トップレベルグループにCA証明書を追加する

前提要件:

  • グループのオーナーロールを持っている必要があります。
  • グループはトップレベルグループである必要があり、サブグループであってはなりません。

CA証明書をグループに追加するには:

  1. 認証局ファイルとして使用されるSSHキーペアを生成します:

    ssh-keygen -f CA

  2. APIを使用して公開キーをトップレベルグループに追加し、グループとそのサブグループのプロジェクトへのアクセスを許可するには、グループSSH証明書APIを使用します。

ユーザーにCA証明書を発行する

前提要件:

  • グループのオーナーロールを持っている必要があります。
  • ユーザーの証明書は、トップレベルグループとそのサブグループ内のプロジェクトへのアクセスにのみ使用できます。
  • GitLabユーザーをユーザー証明書に関連付けるには、ユーザーのユーザー名またはプライマリメール(userまたはuser@example.com)を指定する必要があります。
  • ユーザーはエンタープライズユーザーである必要があります。

ユーザー証明書を発行するには、以前に作成したペアからの秘密キーを使用します:

ssh-keygen -s CA -I user@example.com -V +1d user-key.pub

user-key.pub)キーは、SSH認証のためにユーザーが使用するSSHキーペアからの公開キーです。SSHキーペアは、ユーザーによって生成されるか、SSH証明書とともにグループオーナーインフラストラクチャによってプロビジョニングされます。

有効期限(+1d)は、SSH証明書をグループプロジェクトへのアクセスに使用できる期間を示します。

ユーザー証明書は、トップレベルグループ内のプロジェクトへのアクセスにのみ使用できます。

SSH証明書の適用

SSH証明書の使用を強制し、ユーザーがSSHキーとアクセストークンを使用して認証することを制限できます。

SSH証明書が適用される場合:

  • 個々のユーザーアカウントのみが影響を受けます。
  • これは、サービスアカウント、デプロイキー、およびその他の種類の内部アカウントには適用されません。
  • オーナーがグループに追加したSSH証明書のみが、リポジトリアクセスの認証に使用されます。

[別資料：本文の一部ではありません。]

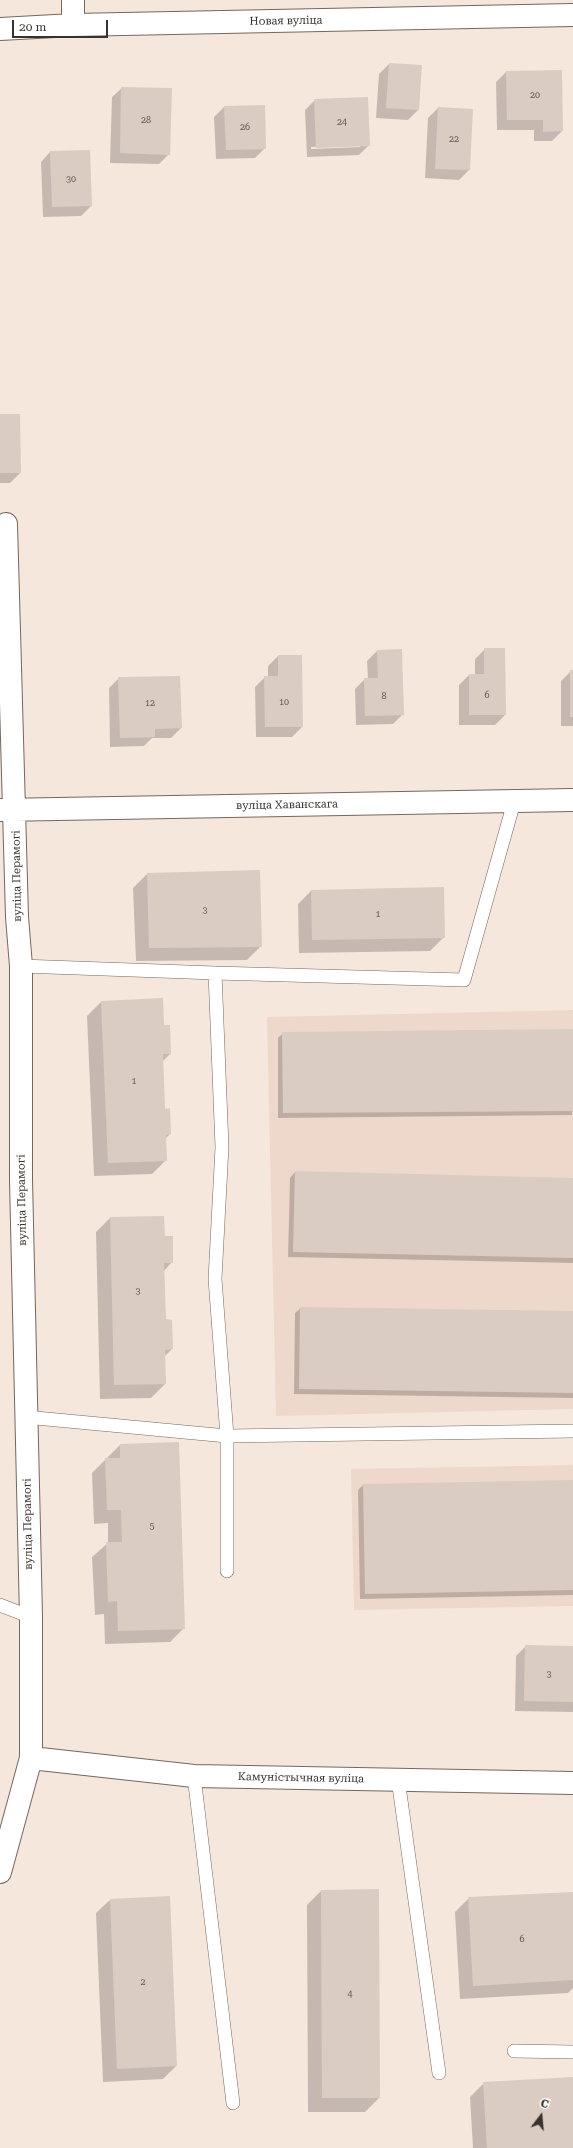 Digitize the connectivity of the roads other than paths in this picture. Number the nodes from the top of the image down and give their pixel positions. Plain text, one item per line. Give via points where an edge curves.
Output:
1 (73, 0) edge
2 (573, 15) edge
3 (73, 25) junction
4 (0, 29) edge
5 (6, 524) dead end
6 (573, 800) edge
7 (514, 802) junction
8 (8, 810) edge
9 (21, 966) junction
10 (215, 973) junction
11 (26, 1417) junction
12 (573, 1431) edge
13 (227, 1436) junction
14 (228, 1570) dead end
15 (0, 1605) edge
16 (31, 1617) junction
17 (31, 1758) junction
18 (194, 1776) junction
19 (398, 1779) junction
20 (573, 1783) edge
21 (0, 1872) edge
22 (514, 2051) dead end
23 (573, 2052) edge
24 (439, 2073) dead end
25 (233, 2103) dead end

1 - 3 street
2 - 3 street, Новая вуліца
3 - 4 street, Новая вуліца
5 - 8 street, вуліца Перамогі
6 - 7 street, вуліца Хаванскага
7 - 8 street, вуліца Хаванскага
7 - 10 lane via 464,980
8 - 9 street, вуліца Перамогі
9 - 10 lane
9 - 11 street, вуліца Перамогі
10 - 13 lane via 222,1147 215,1279
11 - 13 lane
11 - 16 street, вуліца Перамогі
12 - 13 lane
13 - 14 lane
15 - 16 lane
16 - 17 street, вуліца Перамогі
17 - 18 street, Камуністычная вуліца
17 - 21 street, вуліца Перамогі
18 - 19 street, Камуністычная вуліца
18 - 25 lane
19 - 20 street, Камуністычная вуліца
19 - 24 lane
22 - 23 lane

SSH証明書を適用すると、通常のユーザーのHTTPSアクセスが無効になります。

前提要件:

  • グループのオーナーロールを持っている必要があります。

SSH証明書の使用を強制するには:

  1. 左側のサイドバーで、検索または移動先を選択して、グループを見つけます。
  2. 設定 > 一般を選択します。
  3. 権限とグループ機能セクションを展開します。
  4. SSH証明書の適用チェックボックスをオンにします。
  5. 変更を保存を選択します。